> _PROBLEM DESCRIPTION_:
The records that follow must be repeated exactly as they stand.

Dataset entries:

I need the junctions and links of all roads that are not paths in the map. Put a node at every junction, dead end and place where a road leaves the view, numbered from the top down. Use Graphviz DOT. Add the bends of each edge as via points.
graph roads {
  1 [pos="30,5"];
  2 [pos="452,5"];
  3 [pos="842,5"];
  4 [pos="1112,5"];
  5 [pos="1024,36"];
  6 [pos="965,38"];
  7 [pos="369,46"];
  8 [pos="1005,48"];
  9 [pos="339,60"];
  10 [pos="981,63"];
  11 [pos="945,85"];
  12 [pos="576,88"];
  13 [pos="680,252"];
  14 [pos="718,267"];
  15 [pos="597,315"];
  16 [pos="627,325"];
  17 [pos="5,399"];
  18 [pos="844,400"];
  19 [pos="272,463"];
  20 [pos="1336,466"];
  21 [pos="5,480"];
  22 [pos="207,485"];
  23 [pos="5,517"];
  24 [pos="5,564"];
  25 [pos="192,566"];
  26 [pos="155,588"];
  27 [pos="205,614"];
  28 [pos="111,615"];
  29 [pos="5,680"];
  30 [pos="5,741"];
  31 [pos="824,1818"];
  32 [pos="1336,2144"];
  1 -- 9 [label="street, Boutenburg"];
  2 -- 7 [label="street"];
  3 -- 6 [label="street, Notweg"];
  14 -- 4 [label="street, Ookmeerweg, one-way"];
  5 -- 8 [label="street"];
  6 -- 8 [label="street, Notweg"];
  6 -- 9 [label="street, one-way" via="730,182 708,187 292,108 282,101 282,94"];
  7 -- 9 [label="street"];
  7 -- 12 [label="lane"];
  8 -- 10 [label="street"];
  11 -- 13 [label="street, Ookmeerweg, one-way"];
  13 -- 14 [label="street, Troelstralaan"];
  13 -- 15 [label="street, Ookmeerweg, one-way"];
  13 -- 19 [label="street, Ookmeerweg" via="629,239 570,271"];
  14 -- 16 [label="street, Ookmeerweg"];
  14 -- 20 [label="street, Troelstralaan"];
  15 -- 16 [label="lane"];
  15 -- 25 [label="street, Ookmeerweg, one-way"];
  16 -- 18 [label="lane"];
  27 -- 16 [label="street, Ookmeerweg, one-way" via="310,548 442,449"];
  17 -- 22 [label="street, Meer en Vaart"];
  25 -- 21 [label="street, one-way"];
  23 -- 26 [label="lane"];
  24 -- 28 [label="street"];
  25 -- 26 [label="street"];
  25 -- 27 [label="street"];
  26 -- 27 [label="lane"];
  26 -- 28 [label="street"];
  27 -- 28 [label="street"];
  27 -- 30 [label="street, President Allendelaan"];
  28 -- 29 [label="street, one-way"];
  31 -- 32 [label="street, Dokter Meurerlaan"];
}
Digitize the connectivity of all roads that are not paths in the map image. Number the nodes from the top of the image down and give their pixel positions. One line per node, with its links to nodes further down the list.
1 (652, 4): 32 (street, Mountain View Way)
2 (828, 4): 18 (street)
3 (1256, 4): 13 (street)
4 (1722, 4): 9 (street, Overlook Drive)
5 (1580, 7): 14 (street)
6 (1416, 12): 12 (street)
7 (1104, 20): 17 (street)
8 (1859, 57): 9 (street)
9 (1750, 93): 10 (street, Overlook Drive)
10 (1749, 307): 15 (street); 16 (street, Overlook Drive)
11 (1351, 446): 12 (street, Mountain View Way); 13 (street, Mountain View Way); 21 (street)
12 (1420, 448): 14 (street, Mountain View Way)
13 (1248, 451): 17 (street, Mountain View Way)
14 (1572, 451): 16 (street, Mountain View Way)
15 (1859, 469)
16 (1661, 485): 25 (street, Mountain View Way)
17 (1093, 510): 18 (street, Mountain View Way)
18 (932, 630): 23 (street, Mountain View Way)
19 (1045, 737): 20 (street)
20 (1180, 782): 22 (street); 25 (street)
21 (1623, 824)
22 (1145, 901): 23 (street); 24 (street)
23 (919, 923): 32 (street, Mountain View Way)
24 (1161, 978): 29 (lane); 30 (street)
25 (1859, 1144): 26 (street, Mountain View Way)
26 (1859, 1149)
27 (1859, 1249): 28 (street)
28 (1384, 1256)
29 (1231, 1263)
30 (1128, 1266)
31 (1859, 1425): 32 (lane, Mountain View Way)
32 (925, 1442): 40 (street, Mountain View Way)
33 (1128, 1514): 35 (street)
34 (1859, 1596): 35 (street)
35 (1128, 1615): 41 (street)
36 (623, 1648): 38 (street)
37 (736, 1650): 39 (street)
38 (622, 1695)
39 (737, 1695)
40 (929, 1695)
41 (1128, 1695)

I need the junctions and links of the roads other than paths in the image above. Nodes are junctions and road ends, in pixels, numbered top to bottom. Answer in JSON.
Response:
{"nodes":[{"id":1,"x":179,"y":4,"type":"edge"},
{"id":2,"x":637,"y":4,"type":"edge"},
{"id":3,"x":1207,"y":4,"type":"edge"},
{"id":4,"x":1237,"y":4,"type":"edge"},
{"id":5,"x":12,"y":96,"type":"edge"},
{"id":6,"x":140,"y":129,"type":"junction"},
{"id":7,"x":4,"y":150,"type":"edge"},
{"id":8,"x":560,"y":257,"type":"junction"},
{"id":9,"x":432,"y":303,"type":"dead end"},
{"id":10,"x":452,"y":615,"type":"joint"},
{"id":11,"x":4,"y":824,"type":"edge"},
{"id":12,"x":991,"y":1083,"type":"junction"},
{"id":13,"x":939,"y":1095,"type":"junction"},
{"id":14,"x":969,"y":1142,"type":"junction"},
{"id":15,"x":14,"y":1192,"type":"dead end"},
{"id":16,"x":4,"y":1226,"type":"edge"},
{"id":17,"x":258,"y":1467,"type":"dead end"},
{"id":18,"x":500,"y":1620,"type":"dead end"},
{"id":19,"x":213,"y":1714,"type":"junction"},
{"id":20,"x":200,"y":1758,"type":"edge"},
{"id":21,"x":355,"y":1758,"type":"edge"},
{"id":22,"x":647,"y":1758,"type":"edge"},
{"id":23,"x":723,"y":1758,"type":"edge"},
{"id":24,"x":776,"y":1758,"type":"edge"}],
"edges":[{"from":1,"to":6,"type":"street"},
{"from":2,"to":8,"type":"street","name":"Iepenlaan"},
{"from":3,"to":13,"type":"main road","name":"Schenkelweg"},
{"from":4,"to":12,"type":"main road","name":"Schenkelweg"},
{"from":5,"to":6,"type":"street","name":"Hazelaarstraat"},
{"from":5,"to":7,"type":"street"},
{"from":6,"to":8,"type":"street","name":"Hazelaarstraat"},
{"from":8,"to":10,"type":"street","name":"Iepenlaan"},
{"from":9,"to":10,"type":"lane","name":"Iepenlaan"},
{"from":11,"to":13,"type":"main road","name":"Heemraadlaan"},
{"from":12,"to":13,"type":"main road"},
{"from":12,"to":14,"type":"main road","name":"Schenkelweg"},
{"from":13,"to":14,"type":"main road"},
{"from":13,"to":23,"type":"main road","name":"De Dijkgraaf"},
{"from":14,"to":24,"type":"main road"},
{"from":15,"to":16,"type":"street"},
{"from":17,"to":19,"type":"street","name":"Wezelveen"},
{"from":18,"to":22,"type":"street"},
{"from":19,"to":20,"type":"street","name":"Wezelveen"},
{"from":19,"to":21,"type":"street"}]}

> _THE COMPLETED TASK_:
I need the junctions and links of all roads that are not paths in the map. Put a node at every junction, dead end and place where a road leaves the view, numbered from the top down. Use Graphviz DOT. Add the bends of each edge as via points.
graph roads {
  1 [pos="30,5"];
  2 [pos="452,5"];
  3 [pos="842,5"];
  4 [pos="1112,5"];
  5 [pos="1024,36"];
  6 [pos="965,38"];
  7 [pos="369,46"];
  8 [pos="1005,48"];
  9 [pos="339,60"];
  10 [pos="981,63"];
  11 [pos="945,85"];
  12 [pos="576,88"];
  13 [pos="680,252"];
  14 [pos="718,267"];
  15 [pos="597,315"];
  16 [pos="627,325"];
  17 [pos="5,399"];
  18 [pos="844,400"];
  19 [pos="272,463"];
  20 [pos="1336,466"];
  21 [pos="5,480"];
  22 [pos="207,485"];
  23 [pos="5,517"];
  24 [pos="5,564"];
  25 [pos="192,566"];
  26 [pos="155,588"];
  27 [pos="205,614"];
  28 [pos="111,615"];
  29 [pos="5,680"];
  30 [pos="5,741"];
  31 [pos="824,1818"];
  32 [pos="1336,2144"];
  1 -- 9 [label="street, Boutenburg"];
  2 -- 7 [label="street"];
  3 -- 6 [label="street, Notweg"];
  14 -- 4 [label="street, Ookmeerweg, one-way"];
  5 -- 8 [label="street"];
  6 -- 8 [label="street, Notweg"];
  6 -- 9 [label="street, one-way" via="730,182 708,187 292,108 282,101 282,94"];
  7 -- 9 [label="street"];
  7 -- 12 [label="lane"];
  8 -- 10 [label="street"];
  11 -- 13 [label="street, Ookmeerweg, one-way"];
  13 -- 14 [label="street, Troelstralaan"];
  13 -- 15 [label="street, Ookmeerweg, one-way"];
  13 -- 19 [label="street, Ookmeerweg" via="629,239 570,271"];
  14 -- 16 [label="street, Ookmeerweg"];
  14 -- 20 [label="street, Troelstralaan"];
  15 -- 16 [label="lane"];
  15 -- 25 [label="street, Ookmeerweg, one-way"];
  16 -- 18 [label="lane"];
  27 -- 16 [label="street, Ookmeerweg, one-way" via="310,548 442,449"];
  17 -- 22 [label="street, Meer en Vaart"];
  25 -- 21 [label="street, one-way"];
  23 -- 26 [label="lane"];
  24 -- 28 [label="street"];
  25 -- 26 [label="street"];
  25 -- 27 [label="street"];
  26 -- 27 [label="lane"];
  26 -- 28 [label="street"];
  27 -- 28 [label="street"];
  27 -- 30 [label="street, President Allendelaan"];
  28 -- 29 [label="street, one-way"];
  31 -- 32 [label="street, Dokter Meurerlaan"];
}
Digitize the connectivity of all roads that are not paths in the map image. Number the nodes from the top of the image down and give their pixel positions. One line per node, with its links to nodes further down the list.
1 (652, 4): 32 (street, Mountain View Way)
2 (828, 4): 18 (street)
3 (1256, 4): 13 (street)
4 (1722, 4): 9 (street, Overlook Drive)
5 (1580, 7): 14 (street)
6 (1416, 12): 12 (street)
7 (1104, 20): 17 (street)
8 (1859, 57): 9 (street)
9 (1750, 93): 10 (street, Overlook Drive)
10 (1749, 307): 15 (street); 16 (street, Overlook Drive)
11 (1351, 446): 12 (street, Mountain View Way); 13 (street, Mountain View Way); 21 (street)
12 (1420, 448): 14 (street, Mountain View Way)
13 (1248, 451): 17 (street, Mountain View Way)
14 (1572, 451): 16 (street, Mountain View Way)
15 (1859, 469)
16 (1661, 485): 25 (street, Mountain View Way)
17 (1093, 510): 18 (street, Mountain View Way)
18 (932, 630): 23 (street, Mountain View Way)
19 (1045, 737): 20 (street)
20 (1180, 782): 22 (street); 25 (street)
21 (1623, 824)
22 (1145, 901): 23 (street); 24 (street)
23 (919, 923): 32 (street, Mountain View Way)
24 (1161, 978): 29 (lane); 30 (street)
25 (1859, 1144): 26 (street, Mountain View Way)
26 (1859, 1149)
27 (1859, 1249): 28 (street)
28 (1384, 1256)
29 (1231, 1263)
30 (1128, 1266)
31 (1859, 1425): 32 (lane, Mountain View Way)
32 (925, 1442): 40 (street, Mountain View Way)
33 (1128, 1514): 35 (street)
34 (1859, 1596): 35 (street)
35 (1128, 1615): 41 (street)
36 (623, 1648): 38 (street)
37 (736, 1650): 39 (street)
38 (622, 1695)
39 (737, 1695)
40 (929, 1695)
41 (1128, 1695)

I need the junctions and links of the roads other than paths in the image above. Nodes are junctions and road ends, in pixels, numbered top to bottom. Answer in JSON.
Response:
{"nodes":[{"id":1,"x":179,"y":4,"type":"edge"},
{"id":2,"x":637,"y":4,"type":"edge"},
{"id":3,"x":1207,"y":4,"type":"edge"},
{"id":4,"x":1237,"y":4,"type":"edge"},
{"id":5,"x":12,"y":96,"type":"edge"},
{"id":6,"x":140,"y":129,"type":"junction"},
{"id":7,"x":4,"y":150,"type":"edge"},
{"id":8,"x":560,"y":257,"type":"junction"},
{"id":9,"x":432,"y":303,"type":"dead end"},
{"id":10,"x":452,"y":615,"type":"joint"},
{"id":11,"x":4,"y":824,"type":"edge"},
{"id":12,"x":991,"y":1083,"type":"junction"},
{"id":13,"x":939,"y":1095,"type":"junction"},
{"id":14,"x":969,"y":1142,"type":"junction"},
{"id":15,"x":14,"y":1192,"type":"dead end"},
{"id":16,"x":4,"y":1226,"type":"edge"},
{"id":17,"x":258,"y":1467,"type":"dead end"},
{"id":18,"x":500,"y":1620,"type":"dead end"},
{"id":19,"x":213,"y":1714,"type":"junction"},
{"id":20,"x":200,"y":1758,"type":"edge"},
{"id":21,"x":355,"y":1758,"type":"edge"},
{"id":22,"x":647,"y":1758,"type":"edge"},
{"id":23,"x":723,"y":1758,"type":"edge"},
{"id":24,"x":776,"y":1758,"type":"edge"}],
"edges":[{"from":1,"to":6,"type":"street"},
{"from":2,"to":8,"type":"street","name":"Iepenlaan"},
{"from":3,"to":13,"type":"main road","name":"Schenkelweg"},
{"from":4,"to":12,"type":"main road","name":"Schenkelweg"},
{"from":5,"to":6,"type":"street","name":"Hazelaarstraat"},
{"from":5,"to":7,"type":"street"},
{"from":6,"to":8,"type":"street","name":"Hazelaarstraat"},
{"from":8,"to":10,"type":"street","name":"Iepenlaan"},
{"from":9,"to":10,"type":"lane","name":"Iepenlaan"},
{"from":11,"to":13,"type":"main road","name":"Heemraadlaan"},
{"from":12,"to":13,"type":"main road"},
{"from":12,"to":14,"type":"main road","name":"Schenkelweg"},
{"from":13,"to":14,"type":"main road"},
{"from":13,"to":23,"type":"main road","name":"De Dijkgraaf"},
{"from":14,"to":24,"type":"main road"},
{"from":15,"to":16,"type":"street"},
{"from":17,"to":19,"type":"street","name":"Wezelveen"},
{"from":18,"to":22,"type":"street"},
{"from":19,"to":20,"type":"street","name":"Wezelveen"},
{"from":19,"to":21,"type":"street"}]}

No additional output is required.